§ **WHAT TO WORK ON**
Retrieve every line of the data holding the word "Left".

§ **AVAILABLE DATA**
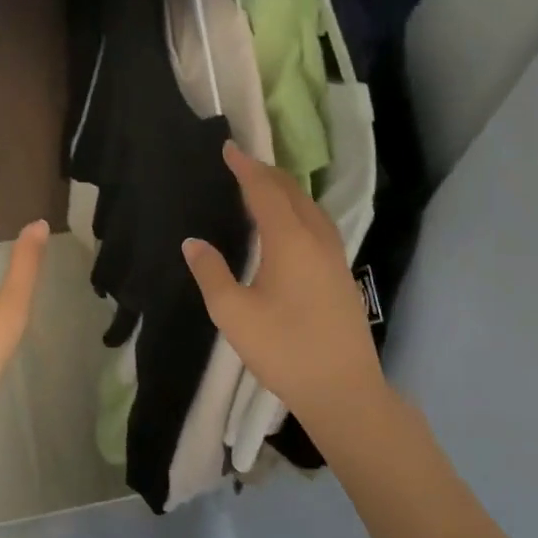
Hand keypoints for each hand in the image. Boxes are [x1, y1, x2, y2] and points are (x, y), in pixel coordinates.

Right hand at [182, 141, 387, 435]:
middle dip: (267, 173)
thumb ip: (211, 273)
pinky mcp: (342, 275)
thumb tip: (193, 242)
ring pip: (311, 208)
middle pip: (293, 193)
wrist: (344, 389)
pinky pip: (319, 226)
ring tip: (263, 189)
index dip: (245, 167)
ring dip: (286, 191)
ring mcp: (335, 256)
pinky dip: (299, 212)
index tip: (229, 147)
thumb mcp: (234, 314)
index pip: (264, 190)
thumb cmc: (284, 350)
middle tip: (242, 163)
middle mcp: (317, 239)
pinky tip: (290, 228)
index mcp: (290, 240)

==

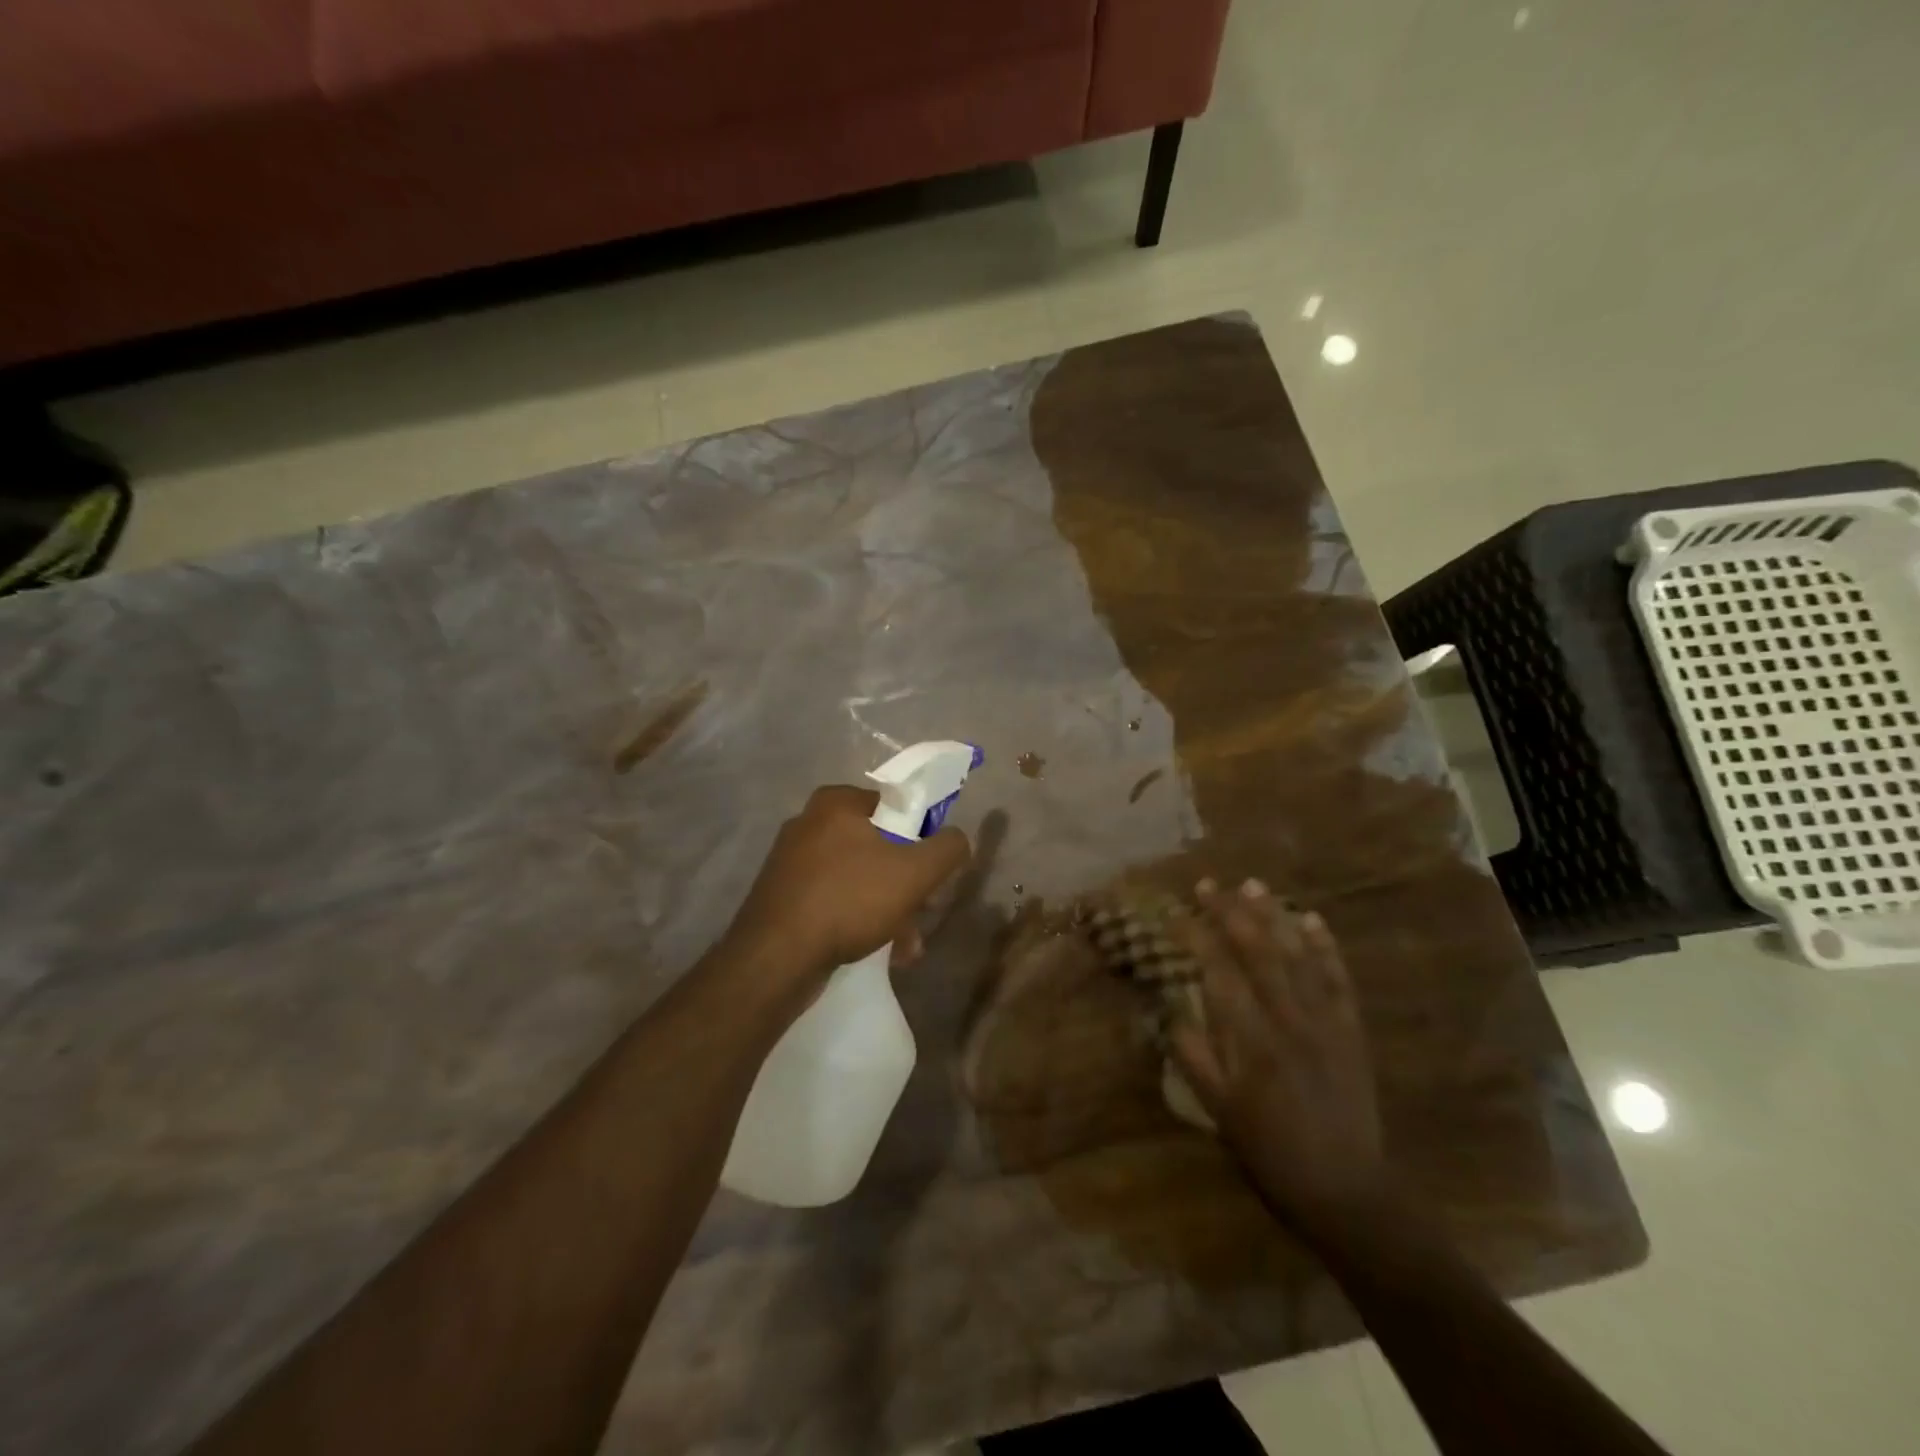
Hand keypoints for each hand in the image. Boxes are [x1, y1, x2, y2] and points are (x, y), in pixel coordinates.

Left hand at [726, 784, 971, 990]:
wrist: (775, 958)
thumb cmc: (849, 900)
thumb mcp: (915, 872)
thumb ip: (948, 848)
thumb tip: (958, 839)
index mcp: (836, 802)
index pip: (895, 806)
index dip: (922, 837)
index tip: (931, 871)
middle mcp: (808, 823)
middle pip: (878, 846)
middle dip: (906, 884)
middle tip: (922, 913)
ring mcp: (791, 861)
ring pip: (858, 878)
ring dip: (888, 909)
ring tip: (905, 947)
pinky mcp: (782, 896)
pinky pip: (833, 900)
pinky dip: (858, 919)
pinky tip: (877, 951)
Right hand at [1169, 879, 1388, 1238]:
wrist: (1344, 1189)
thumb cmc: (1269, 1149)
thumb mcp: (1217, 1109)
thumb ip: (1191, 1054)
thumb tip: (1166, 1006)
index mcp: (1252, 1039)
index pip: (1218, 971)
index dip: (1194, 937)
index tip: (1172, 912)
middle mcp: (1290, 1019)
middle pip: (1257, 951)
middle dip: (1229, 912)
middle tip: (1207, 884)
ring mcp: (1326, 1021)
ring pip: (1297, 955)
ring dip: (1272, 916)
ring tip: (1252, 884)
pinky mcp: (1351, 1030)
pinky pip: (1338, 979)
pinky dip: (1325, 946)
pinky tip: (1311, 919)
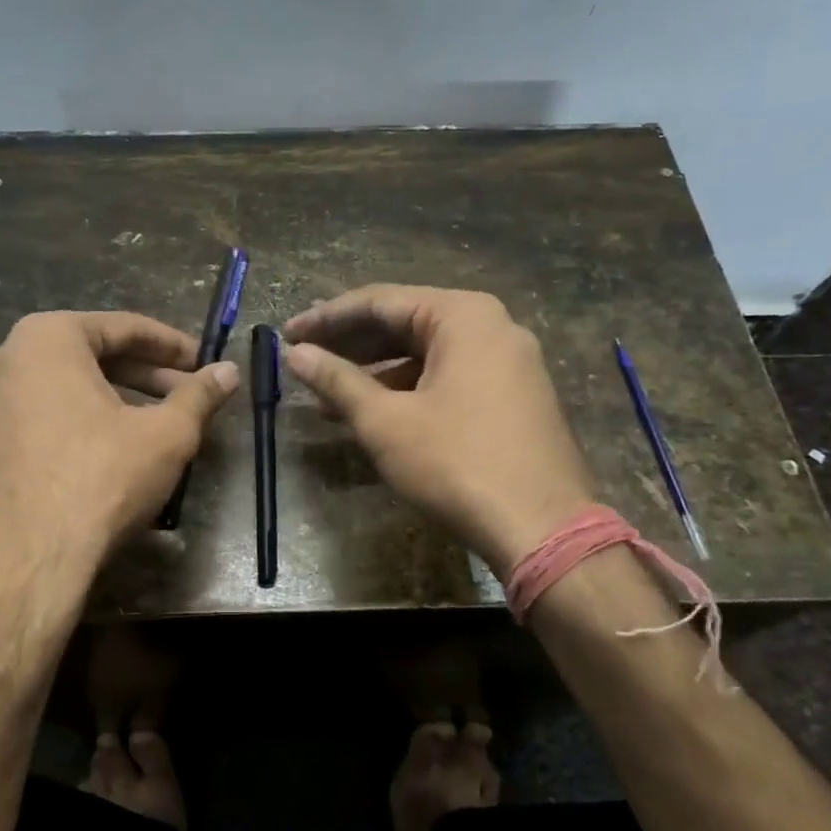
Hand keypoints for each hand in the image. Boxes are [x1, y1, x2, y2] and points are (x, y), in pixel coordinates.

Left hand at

...

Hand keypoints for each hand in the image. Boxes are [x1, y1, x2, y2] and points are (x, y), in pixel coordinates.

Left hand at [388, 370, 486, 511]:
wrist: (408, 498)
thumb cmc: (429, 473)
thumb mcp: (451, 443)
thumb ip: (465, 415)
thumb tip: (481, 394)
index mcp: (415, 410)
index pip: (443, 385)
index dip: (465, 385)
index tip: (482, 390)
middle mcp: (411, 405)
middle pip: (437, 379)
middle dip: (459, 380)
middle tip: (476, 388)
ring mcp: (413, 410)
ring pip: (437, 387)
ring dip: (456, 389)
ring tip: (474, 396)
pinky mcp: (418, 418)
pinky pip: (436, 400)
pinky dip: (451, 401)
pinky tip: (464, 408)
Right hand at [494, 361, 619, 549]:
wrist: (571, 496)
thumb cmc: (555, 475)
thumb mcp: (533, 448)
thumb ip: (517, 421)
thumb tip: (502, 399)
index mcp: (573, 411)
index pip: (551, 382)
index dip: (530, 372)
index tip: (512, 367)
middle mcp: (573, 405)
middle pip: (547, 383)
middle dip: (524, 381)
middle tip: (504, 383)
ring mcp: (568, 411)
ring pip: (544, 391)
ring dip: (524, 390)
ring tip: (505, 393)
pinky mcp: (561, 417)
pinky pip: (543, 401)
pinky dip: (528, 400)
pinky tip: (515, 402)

§ **SOLUTION FOR THIS TASK**
Left hand at [726, 784, 971, 990]:
Left hand at
Left hand at [388, 370, 486, 511]:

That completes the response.